Thursday, 26 March 2015

The Radio Shack Listing

As Radio Shack proceeds through bankruptcy (yeah, it's been a written goal of theirs for two decades to fail)....they've come to announce that they intend to sell their customer database as part of the proceedings.

The list?  117-million customers.

Various parties are hostile about this customer database being sold and don't think it's ethical.  Some folks have pointed out that everyone had the chance to say 'no' and just not give the information.  Some will say that the list has value and might be worth in the range of five-million dollars (on the high side, if you ask me....I'd value it at $200,000 max).

I've sat and pondered over this.  It's an odd thing.  If you really had 117-million active customers....you wouldn't be going bankrupt.

So I pondered upon this.  I can remember in 1976 walking into the Radio Shack of the town where I grew up and buying an item, and they collected the customer data even then.

I'm only suggesting this because they certainly won't admit it.....but this list of 117-million names probably is every single customer they've had since the mid-1970s.  I would even go a step further.....that twenty-percent of the listing are simply dead people.  And I'll even suggest that twenty-five percent are people who've moved in the past twenty years.
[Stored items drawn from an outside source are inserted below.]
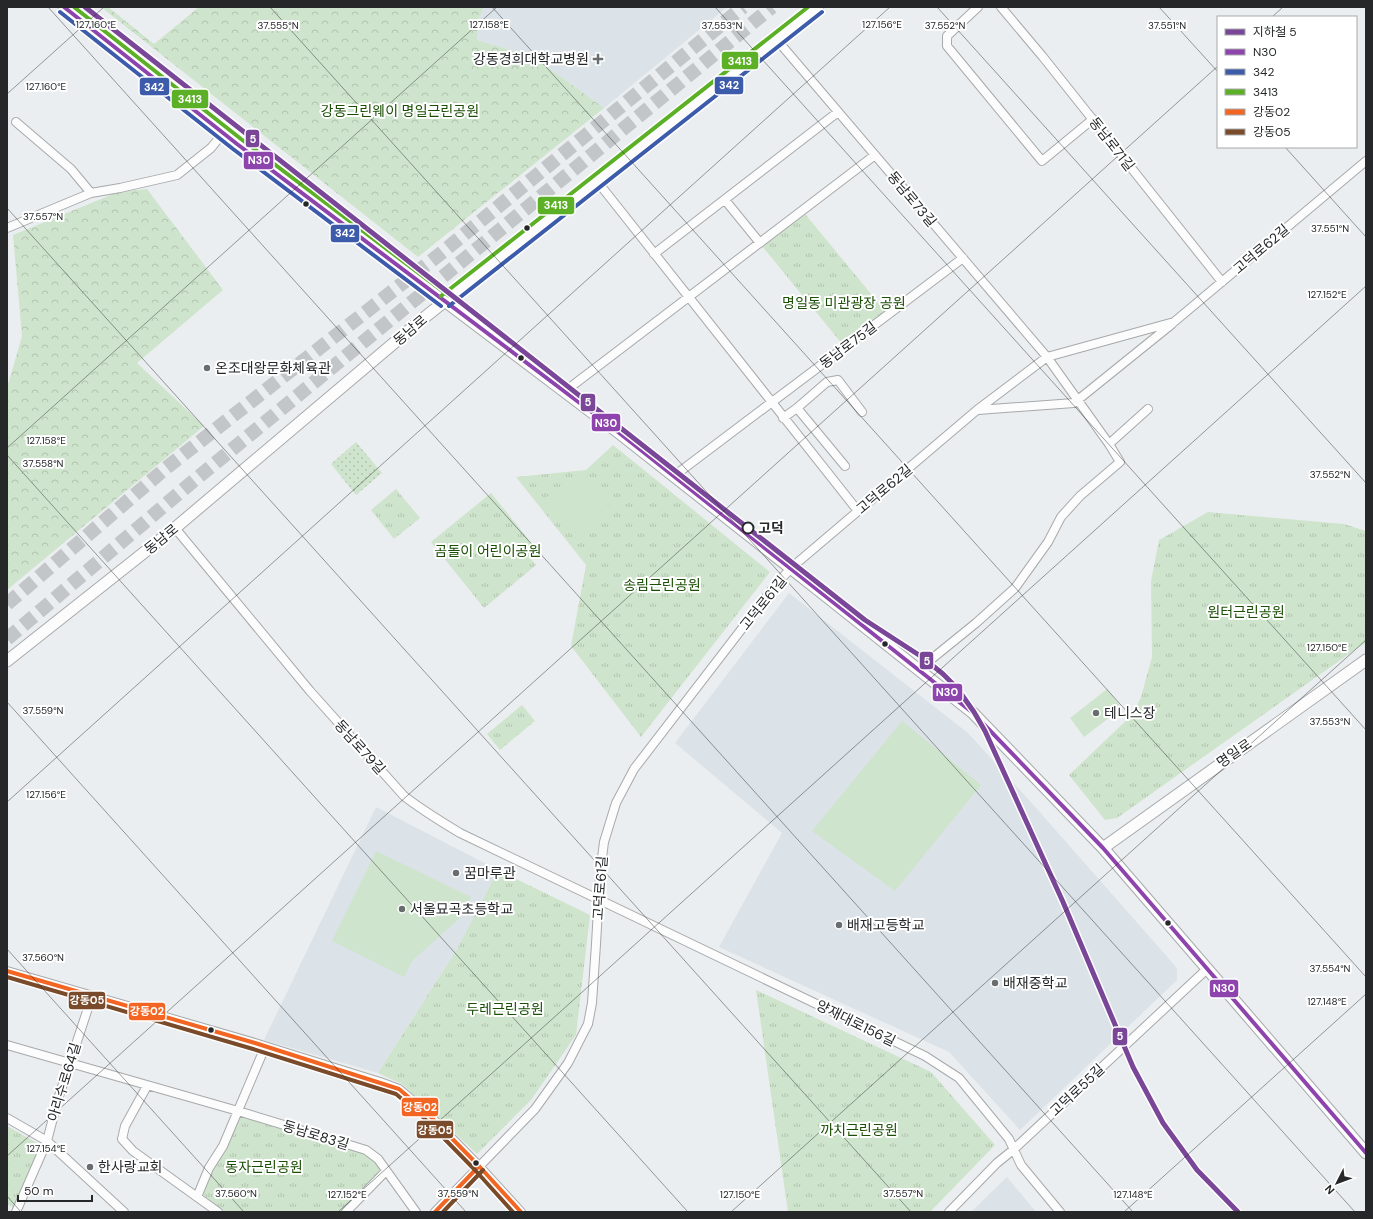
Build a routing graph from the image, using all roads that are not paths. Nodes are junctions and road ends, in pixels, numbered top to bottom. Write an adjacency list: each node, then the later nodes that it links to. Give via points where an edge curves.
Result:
1 (64, 7): 9 (main road)
2 (818, 7): 5 (main road, 동남로)
3 (978, 7): 7 (street, via 947,36 946,46 1042,161)
4 (1001, 7): 7 (street, 동남로71길)
5 (777, 40): 6 (street, 동남로73길); 12 (main road, 동남로)
6 (838, 112): 10 (street, 동남로73길); 14 (street)
7 (1093, 119): 19 (street, 동남로71길)
8 (16, 122): 13 (street, via 71,168)
9 (223, 133): 13 (street, via 211,148 177,175); 21 (main road)
10 (875, 156): 16 (street); 18 (street, 동남로73길)
11 (1366, 161): 19 (street, 고덕로62길)
12 (597, 181): 17 (street); 21 (main road, 동남로)
13 (91, 193): 15 (street)
14 (725, 200): 16 (street); 17 (street)
15 (7, 228)
16 (760, 242): 20 (street)
17 (654, 254): 20 (street)
18 (962, 258): 23 (street, 동남로73길); 26 (street, 동남로75길)
19 (1222, 282): 22 (street, 고덕로62길)
20 (688, 297): 24 (street); 26 (street)
21 (445, 301): 24 (main road); 36 (main road, 동남로)
22 (1174, 322): 23 (street, 고덕로62길); 25 (street, 고덕로62길)
23 (1047, 357): 25 (street, 동남로73길); 29 (street, 고덕로62길)
24 (564, 392): 34 (main road)
25 (1078, 400): 29 (street, 고덕로62길, via 1074,403); 32 (street, 동남로73길)
26 (772, 403): 31 (street); 34 (street, 동남로75길)
27 (797, 408): 30 (street, via 827,382 838,380); 31 (street); 33 (street)
28 (1148, 409): 32 (street)
29 (977, 410): 35 (street, 고덕로62길)
30 (862, 412)
31 (784, 418): 35 (street)
32 (1110, 444): 40 (street, 동남로73길, via 1120,462 1061,516 1048,542 1015,588)
33 (844, 466)
34 (674, 476): 37 (main road)
35 (858, 511): 37 (street, 고덕로62길)
36 (175, 528): 39 (main road, 동남로); 42 (street, 동남로79길, via 310,691 404,796 460,833)
37 (791, 568): 40 (main road); 42 (street, 고덕로61길, via 634,769 616,803 604,842)
38 (1366, 660): 41 (main road, 명일로)
39 (7, 661)
40 (918, 670): 41 (main road, via 973,713)
41 (1103, 848): 43 (main road)
42 (598, 899): 53 (street, 양재대로156길, via 925,1056 959,1078 1009,1139); 55 (street, 고덕로61길, via 592,1003 588,1024 568,1064 535,1109)
43 (1207, 969): 53 (street, 고덕로55길); 54 (main road)
44 (7, 972): 45 (street)
45 (92, 996): 47 (street); 48 (street, 아리수로64길)
46 (7, 1045): 48 (street, 동남로83길)
47 (265, 1047): 50 (street); 55 (street, via 399,1090 426,1112)
48 (70, 1062): 49 (street, 동남로83길); 52 (street, 아리수로64길)
49 (147, 1086): 50 (street, 동남로83길); 57 (street, via 125,1126 122,1139)
50 (238, 1111): 56 (street, 동남로83길, via 366,1150); 57 (street)
51 (7, 1118): 52 (street)
52 (47, 1141): 58 (street, 아리수로64길); 59 (street)
53 (1013, 1150): 65 (street, 고덕로55길); 66 (street, 양재대로156길, via 1021,1165)
54 (1366, 1153)
55 (479, 1166): 63 (street, 고덕로61길); 64 (street)
56 (386, 1171): 61 (street); 62 (street, 동남로83길)
57 (197, 1197): 60 (street)
58 (17, 1212)
59 (124, 1212)
60 (218, 1212)
61 (346, 1212)
62 (416, 1212)
63 (435, 1212)
64 (521, 1212)
65 (949, 1212)
66 (1060, 1212)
I've used Radio Shack on fifteen-to-twenty occasions since 1977 when I joined the Air Force.  They've probably got my name down, with at least six different addresses.

Actual value, if proven true?  Maybe $10,000 because you just don't know how accurate it really is.
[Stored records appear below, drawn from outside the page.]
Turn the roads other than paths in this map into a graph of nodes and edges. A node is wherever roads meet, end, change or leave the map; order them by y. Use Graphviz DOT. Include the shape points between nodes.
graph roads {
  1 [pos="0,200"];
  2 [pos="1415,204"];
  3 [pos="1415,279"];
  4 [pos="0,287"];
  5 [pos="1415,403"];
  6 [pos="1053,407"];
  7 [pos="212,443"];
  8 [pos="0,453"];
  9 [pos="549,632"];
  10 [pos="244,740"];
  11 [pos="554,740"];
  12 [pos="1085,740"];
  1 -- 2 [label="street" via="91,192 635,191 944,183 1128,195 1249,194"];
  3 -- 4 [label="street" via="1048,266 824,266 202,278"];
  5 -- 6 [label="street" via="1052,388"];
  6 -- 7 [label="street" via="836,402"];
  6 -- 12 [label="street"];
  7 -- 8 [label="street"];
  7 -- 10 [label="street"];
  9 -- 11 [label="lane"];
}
This brings me around to the long-term strategy plan of Radio Shack.  I'm one of those people who saw the writing on the wall in the 1990s.  Whatever strategy they had....it was simple and limited to probably a three-by-five inch card.  Once we emerged into the technology era of the 1990s....they should have picked up the hint.

They could have put a new look onto the stores.  They could have been at the front of the cellphone sales era.  They could have aimed more gadgets at kids.  There should have been a Xmas gift catalog every single year with emphasis on guys.
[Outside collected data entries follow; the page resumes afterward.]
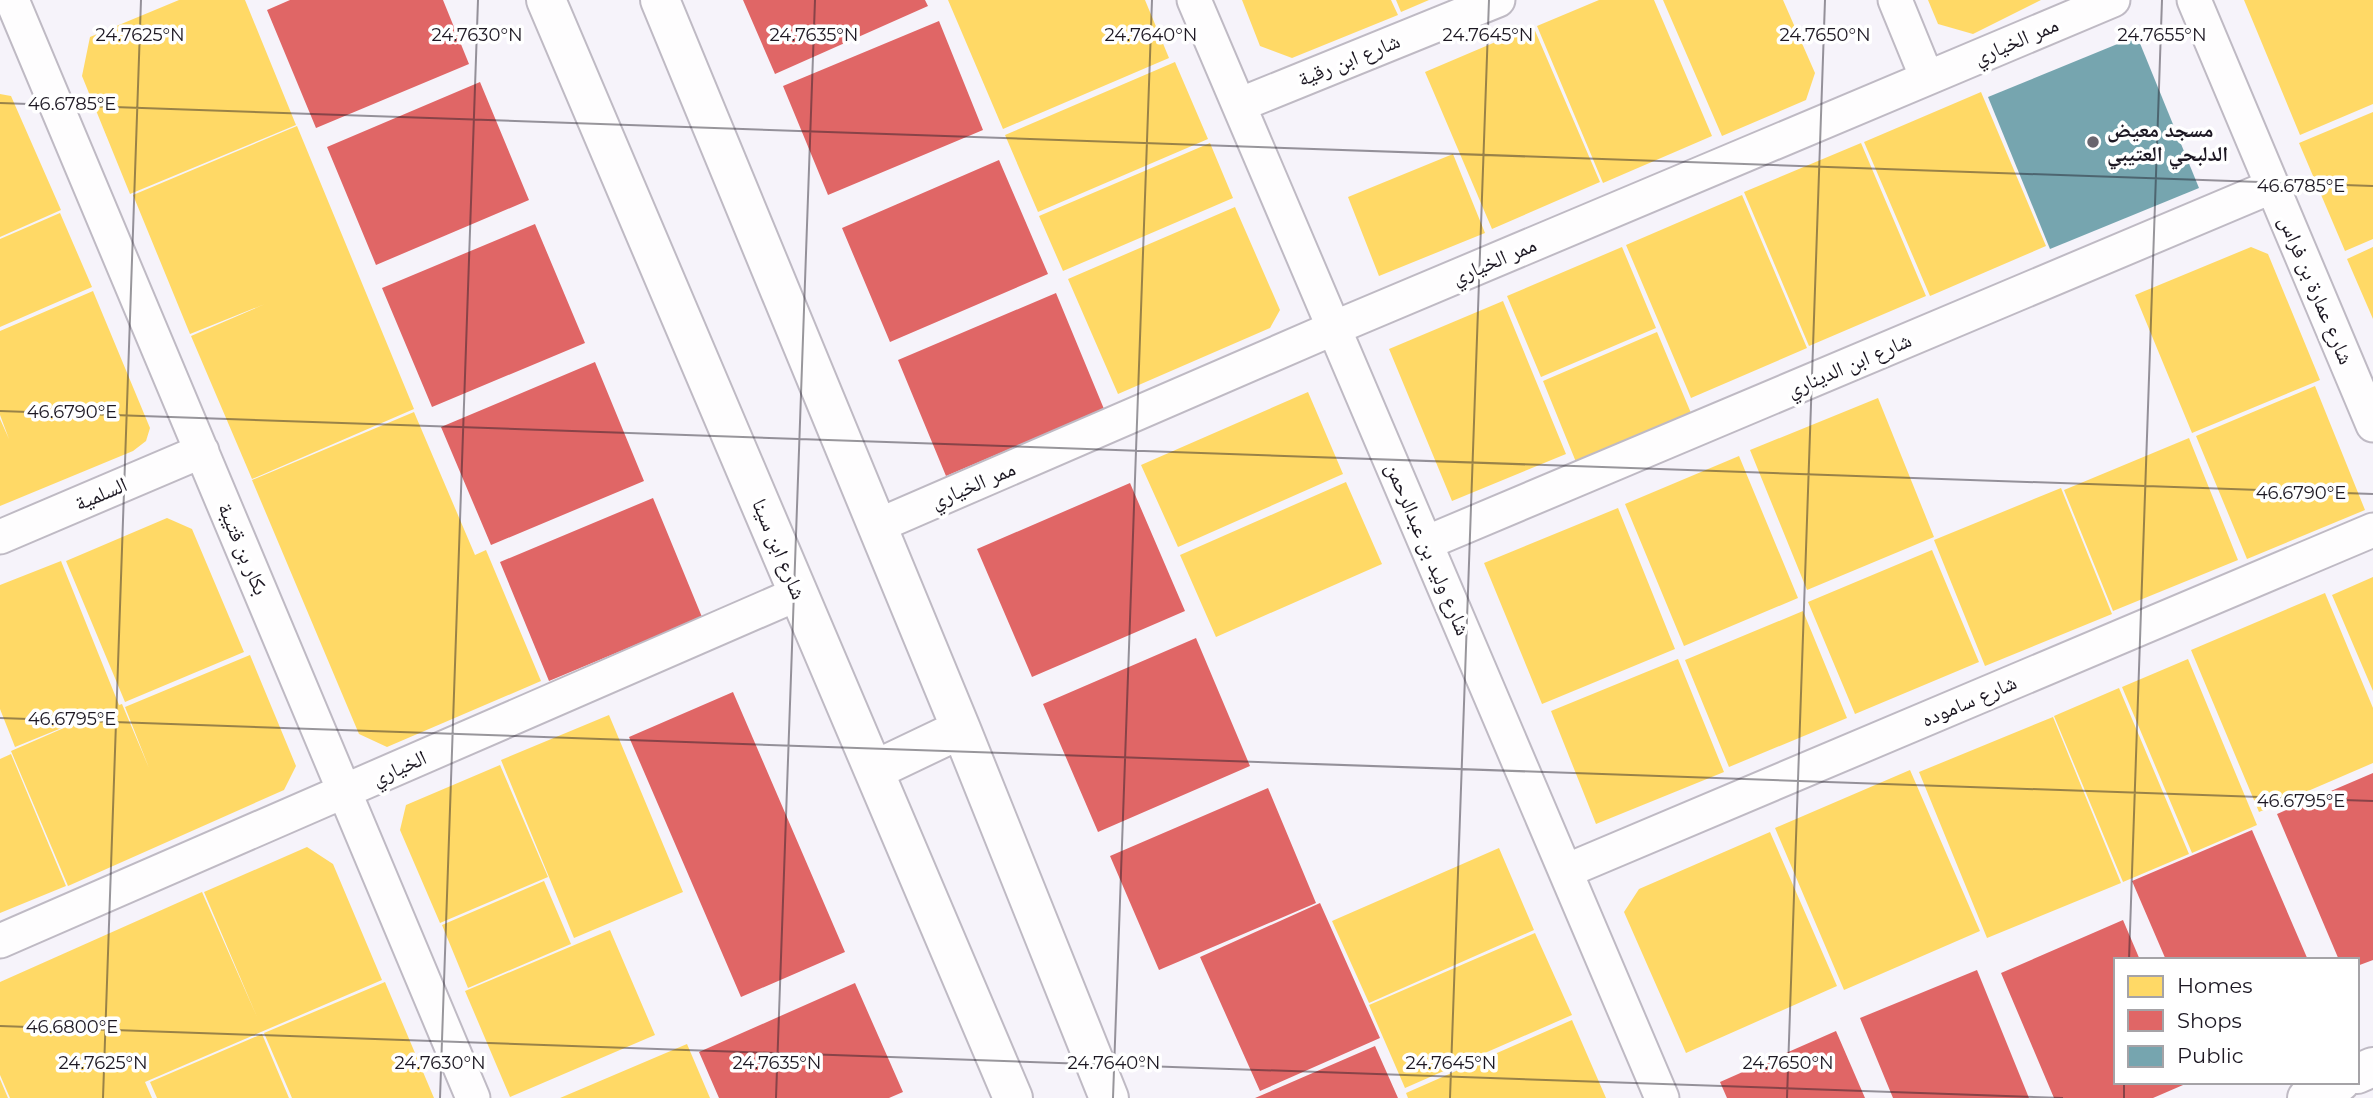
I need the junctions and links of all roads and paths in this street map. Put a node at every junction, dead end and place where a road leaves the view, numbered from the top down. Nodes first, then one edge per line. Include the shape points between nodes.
1 (12, 0) edge
2 (546, 0) edge
3 (660, 0) edge
4 (1194, 0) edge
5 (1498, 0) edge
6 (1895, 0) edge
7 (2113, 0) edge
8 (2194, 0) edge
9 (1927, 78) junction
10 (1239, 105) junction
11 (2273, 186) junction
12 (1334, 328) junction
13 (2373, 425) edge
14 (202, 451) junction
15 (877, 526) junction
16 (2373, 530) edge
17 (0, 537) edge
18 (1426, 543) junction
19 (797, 594) junction
20 (961, 729) junction
21 (875, 771) junction
22 (345, 792) junction
23 (1566, 872) junction
24 (0, 941) edge
25 (2336, 1084) edge
26 (473, 1098) edge
27 (1013, 1098) edge
28 (1109, 1098) edge
29 (1662, 1098) edge
30 (2307, 1098) edge

1 - 14 street, بكار بن قتيبة
2 - 19 street, شارع ابن سينا
3 - 15 street
4 - 10 street, شارع وليد بن عبدالرحمن
5 - 10 street, شارع ابن رقية
6 - 9 street
7 - 9 street, ممر الخياري
8 - 11 street, شارع عمارة بن فراس
9 - 12 street, ممر الخياري
10 - 12 street, شارع وليد بن عبدالرحمن
11 - 13 street, شارع عمارة بن فراس
11 - 18 street, شارع ابن الديناري
12 - 15 street, ممر الخياري
12 - 18 street, شارع وليد بن عبدالرحمن
14 - 17 street, السلمية
14 - 22 street, بكار بن قتيبة
15 - 20 street
16 - 23 street, شارع ساموده
18 - 23 street, شارع وليد بن عبدالرحمن
19 - 21 street, شارع ابن سينا
19 - 22 street, الخياري
20 - 21 street
20 - 28 street
21 - 27 street, شارع ابن سينا
22 - 24 street, الخياري
22 - 26 street, بكار بن قتيبة
23 - 29 street, شارع وليد بن عبدالرحمن
25 - 30 street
Instead....they just stayed with the 1970s scheme...a shop for geeky guys.  It lasted fifty years and it was simple.  Lets face it....before Ebay or Amazon came along.....if you wanted some hard-to-get electronic items....Radio Shack was 'it'.  You usually couldn't find another special store like this within 300 miles of your home.  They just didn't figure out the strength of the on-line competition until it was too late to fix anything.

Amazon buying the 117-million customer list?  No.  I'd lay down a good bet that they don't have any interest.  In fact....it's hard to think of a name-brand company who'd like to lay out hundreds of thousands on this type of listing.

Bottom line?  Radio Shack spent thousands of hours collecting this stupid data, and never knew how to really utilize it. Now?  They think they have something of value?  It just doesn't make sense.